Le immagini , qui nello specifico l’immagine filmica, hanno il potere di aprire spazi di pensiero, di memoria o di desiderio in chi le riceve facendo anche a noi attraversare in maniera più o meno consapevole quella soglia di razionalità oltre la quale vorremo facilmente perderci o lasciarci portare. “L’image-temps” teorizzata negli scritti su cinema e filosofia dal francese Gilles Deleuze era definita come quell'immagine prodotta da un cinema nuovo dopo la crisi del neo-realismo che non si limitava più a documentare la realtà in quanto tale, che non serviva più semplicemente alla rappresentazione del movimento filmico in quanto azione ma che, invece, diveniva immagine della non-azione, d’una versione assolutamente soggettiva e imparziale, frammentaria e incerta della realtà in quanto percepita, ricordata, immaginata o vissuta in relazione alla temporalità esistente.
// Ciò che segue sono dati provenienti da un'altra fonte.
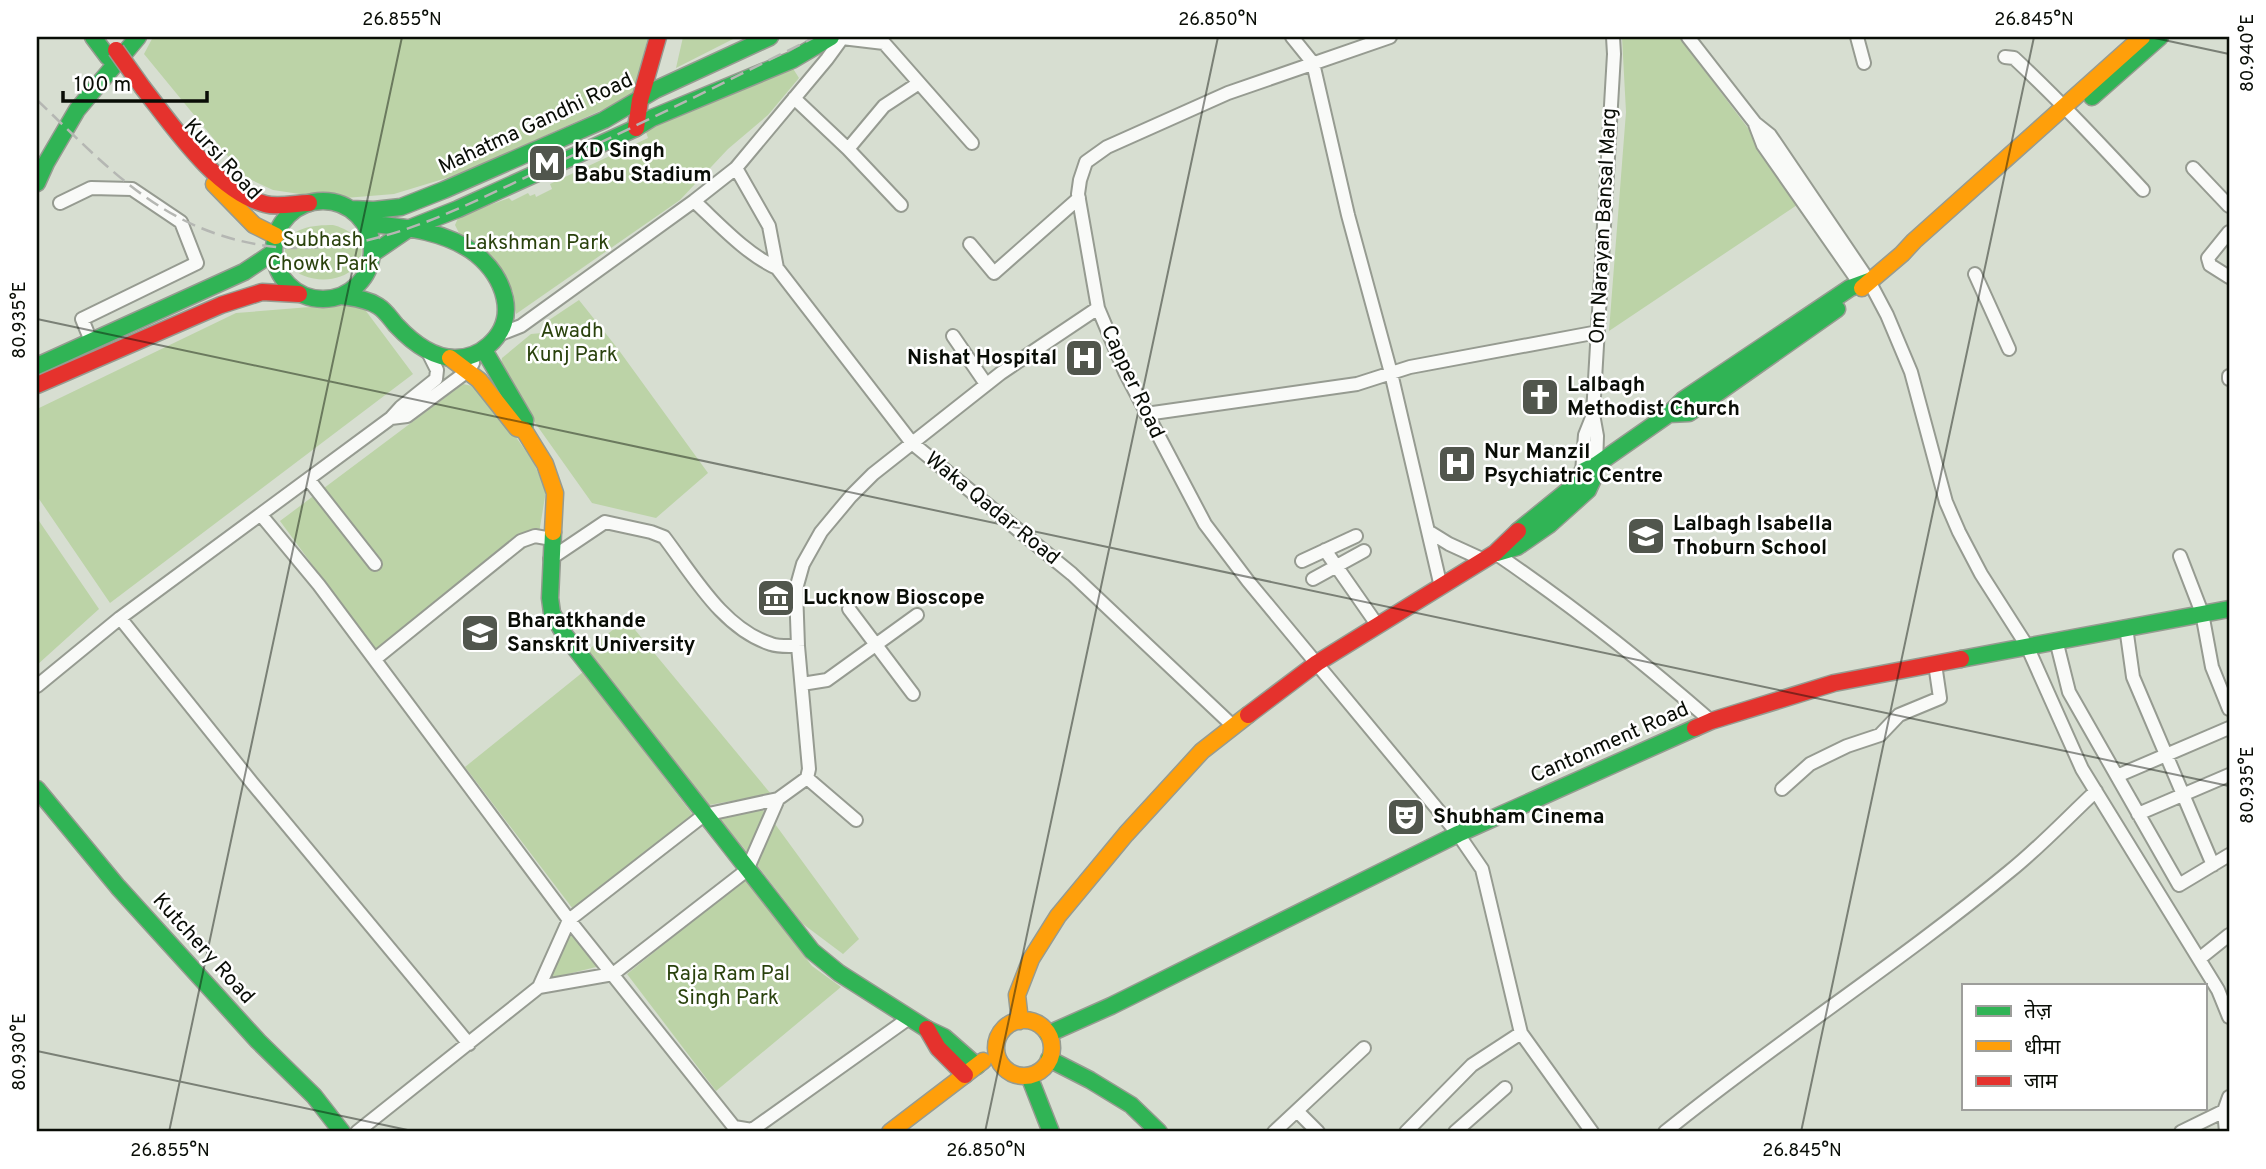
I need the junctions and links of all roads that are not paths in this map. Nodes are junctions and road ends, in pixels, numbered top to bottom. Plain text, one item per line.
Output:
1 (93, 37) edge
2 (106, 37) edge
3 (138, 37) edge
4 (658, 37) edge
5 (667, 37) edge
6 (770, 37) edge
7 (831, 37) edge
8 (843, 37) edge
9 (1292, 37) edge
10 (1614, 37) edge
11 (1688, 37) edge
12 (1857, 37) edge
13 (2142, 37) edge
14 (2160, 37) edge
15 (1384, 38) edge
16 (112, 54) junction
17 (2130, 56) junction
18 (2005, 57) dead end
19 (1313, 63) junction
20 (1864, 63) dead end
21 (919, 83) junction
22 (139, 90) junction
23 (654, 90) junction
24 (794, 98) junction
25 (640, 100) junction
26 (2068, 111) junction
27 (653, 118) junction
28 (636, 128) junction
29 (972, 143) dead end
30 (848, 149) junction
31 (736, 168) junction
32 (2193, 168) dead end
33 (37, 183) edge
34 (2143, 190) dead end
35 (1079, 198) junction
36 (694, 201) junction
37 (60, 203) dead end
38 (309, 203) junction
39 (901, 205) dead end
40 (2229, 206) edge
41 (351, 209) junction
42 (445, 214) junction
43 (364, 223) junction
44 (410, 228) junction
45 (2229, 232) edge
46 (445, 238) junction
47 (275, 244) junction
48 (970, 244) dead end
49 (372, 254) junction
50 (777, 268) junction
51 (1975, 274) dead end
52 (2229, 277) edge
53 (1865, 282) junction
54 (299, 294) junction
55 (342, 296) junction
56 (1098, 308) junction
57 (1598, 331) junction
58 (503, 332) junction
59 (953, 336) dead end
60 (91, 341) junction
61 (2009, 349) dead end
62 (428, 352) junction
63 (482, 352) junction
64 (450, 358) junction
65 (37, 366) edge
66 (469, 370) junction
67 (1391, 373) junction
68 (986, 384) junction
69 (37, 385) edge
70 (1146, 414) junction
71 (391, 418) junction
72 (524, 430) junction
73 (912, 443) junction
74 (1589, 469) junction
75 (309, 480) junction
76 (261, 515) junction
77 (1428, 531) junction
78 (1356, 536) dead end
79 (552, 539) junction
80 (1325, 550) junction
81 (1364, 551) dead end
82 (2180, 556) dead end
83 (1489, 557) junction
84 (550, 559) junction
85 (1302, 561) dead end
86 (375, 565) dead end
87 (1336, 566) junction
88 (1313, 579) dead end
89 (1441, 587) junction
90 (2229, 608) edge
91 (849, 609) dead end
92 (2202, 613) junction
93 (917, 615) dead end
94 (120, 618) junction
95 (1378, 626) junction
96 (2126, 627) junction
97 (2056, 640) junction
98 (877, 645) junction
99 (798, 646) junction
100 (2027, 646) junction
101 (374, 659) junction
102 (1317, 663) junction
103 (1935, 664) junction
104 (802, 684) junction
105 (37, 686) edge
106 (913, 694) dead end
107 (2229, 709) edge
108 (1711, 721) junction
109 (1233, 726) junction
110 (2229, 728) edge
111 (2165, 755) junction
112 (2229, 775) edge
113 (2117, 776) junction
114 (807, 778) junction
115 (37, 789) edge
116 (1782, 789) dead end
117 (2095, 791) junction
118 (2182, 795) junction
119 (778, 799) junction
120 (2138, 814) junction
121 (704, 815) junction
122 (856, 820) dead end
123 (1458, 834) junction
124 (2229, 855) edge
125 (2213, 864) junction
126 (747, 870) junction
127 (569, 920) junction
128 (2229, 935) edge
129 (2199, 959) junction
130 (613, 974) junction
131 (539, 987) junction
132 (2224, 987) edge
133 (2229, 1017) edge
134 (909, 1018) junction
135 (1020, 1021) junction
136 (1521, 1033) junction
137 (1048, 1034) junction
138 (469, 1044) junction
139 (1364, 1048) dead end
140 (996, 1051) junction
141 (1049, 1059) junction
142 (971, 1070) junction
143 (1029, 1076) junction
144 (1505, 1087) dead end
145 (2229, 1097) edge
146 (1297, 1111) junction
147 (2224, 1111) junction
148 (342, 1132) edge
149 (357, 1132) edge
150 (890, 1132) edge
151 (1051, 1132) edge
152 (1158, 1132) edge
153 (1274, 1132) edge
154 (1318, 1132) edge
155 (1406, 1132) edge
156 (1455, 1132) edge
157 (1592, 1132) edge
158 (1665, 1132) edge
159 (2181, 1132) edge
160 (2226, 1132) edge

1 - 16 street, Kursi Road
2 - 16 street, Kursi Road
3 - 33 street
4 - 25 street
5 - 23 street
6 - 23 street, Mahatma Gandhi Road
7 - 27 street
8 - 21 street
8 - 24 street
9 - 19 street
10 - 57 street, Om Narayan Bansal Marg
11 - 53 street
12 - 20 street
13 - 17 street
14 - 17 street
15 - 19 street, Capper Road
16 - 22 street, Kursi Road, bridge
17 - 26 street
18 - 26 street
19 - 35 street, Capper Road
19 - 67 street
21 - 29 street
21 - 30 street
22 - 38 street, Kursi Road
22 - 47 street, Kursi Road
23 - 25 street, Mahatma Gandhi Road
23 - 27 street
24 - 30 street
24 - 31 street
25 - 28 street
25 - 41 street, Mahatma Gandhi Road
26 - 34 street
26 - 53 street
27 - 28 street
28 - 42 street
30 - 39 street
31 - 36 street
31 - 50 street, Waka Qadar Road
32 - 40 street
35 - 48 street
35 - 56 street, Capper Road
36 - 50 street, Waka Qadar Road
36 - 58 street
37 - 60 street
38 - 41 street
38 - 47 street
41 - 43 street
42 - 44 street
42 - 46 street
43 - 44 street
43 - 49 street
44 - 46 street
44 - 49 street
45 - 52 street
46 - 58 street
47 - 54 street
47 - 60 street
49 - 55 street
50 - 73 street, Waka Qadar Road
51 - 61 street
53 - 74 street
53 - 100 street
54 - 55 street
54 - 69 street
55 - 62 street
56 - 68 street
56 - 70 street, Capper Road
57 - 67 street
57 - 74 street, Om Narayan Bansal Marg
58 - 63 street
59 - 68 street
60 - 65 street
62 - 64 street
62 - 71 street
63 - 64 street
63 - 66 street
63 - 72 street
64 - 66 street
66 - 71 street
66 - 72 street
67 - 70 street
67 - 77 street
68 - 73 street
70 - 102 street, Capper Road
71 - 75 street
72 - 79 street
73 - 99 street
73 - 109 street, Waka Qadar Road
74 - 83 street
75 - 76 street
75 - 86 street
76 - 94 street
76 - 101 street
77 - 83 street
77 - 89 street
78 - 80 street
79 - 84 street
79 - 101 street
80 - 85 street
80 - 87 street
81 - 87 street
82 - 92 street
83 - 89 street
83 - 108 street
84 - 99 street
84 - 121 street
87 - 88 street
87 - 95 street
89 - 95 street
90 - 92 street, Cantonment Road
91 - 98 street
92 - 96 street, Cantonment Road
92 - 107 street
93 - 98 street
94 - 105 street
94 - 138 street
95 - 102 street
96 - 97 street, Cantonment Road
96 - 111 street
97 - 100 street, Cantonment Road
97 - 113 street
98 - 104 street
98 - 106 street
99 - 104 street
100 - 103 street, Cantonment Road
100 - 117 street
101 - 127 street
102 - 109 street
102 - 123 street, Capper Road
103 - 108 street, Cantonment Road
103 - 116 street
104 - 114 street
108 - 123 street, Cantonment Road
109 - 135 street
110 - 111 street
111 - 113 street
111 - 118 street
112 - 118 street
113 - 120 street
114 - 119 street
114 - 122 street
115 - 148 street, Kutchery Road
117 - 129 street
117 - 158 street
118 - 120 street
118 - 125 street
119 - 121 street
119 - 126 street
120 - 125 street
121 - 126 street
121 - 127 street
123 - 136 street, Capper Road
123 - 137 street, Cantonment Road
124 - 125 street
126 - 130 street
126 - 134 street
127 - 130 street
127 - 131 street
128 - 129 street
129 - 132 street
130 - 131 street
130 - 134 street
131 - 138 street
132 - 133 street
134 - 142 street
135 - 137 street
135 - 140 street
136 - 155 street
136 - 157 street
137 - 141 street
138 - 149 street
139 - 146 street
140 - 142 street
140 - 143 street
141 - 143 street
141 - 152 street
142 - 150 street
143 - 151 street
144 - 156 street
145 - 147 street
146 - 153 street
146 - 154 street
147 - 159 street
147 - 160 street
Emergenze prodotte dal visivo, dalla memoria involontaria ma anche biforcazioni e salti temporali tra passato e futuro o, ancora, qualcosa di imprevedibile o incerto come  l’evento inaspettato, la possibilità cui non avevamo pensato, qui nel caso specifico di “Sette giorni” quella variante sulla versione del cinema classico dove entrano in gioco sdoppiamenti di punti di vista, versioni parallele di uno stesso dialogo o biforcazioni temporali nel monologo.  Identità mutevoli e in divenire se ne delineano, tutta una serie di "soggettive" cinematografiche che, ancora una volta, riflettono e interrogano la forma e il concetto di soggettività nel nostro tempo dando una visione della realtà frammentaria, mutevole o scomposta in molteplici sfaccettature .




venerdì 3 giugno 2016

da "Silencio Vivo, artiste dall’America Latina", ( esposizione al Padiglione d'arte contemporanea di Ferrara)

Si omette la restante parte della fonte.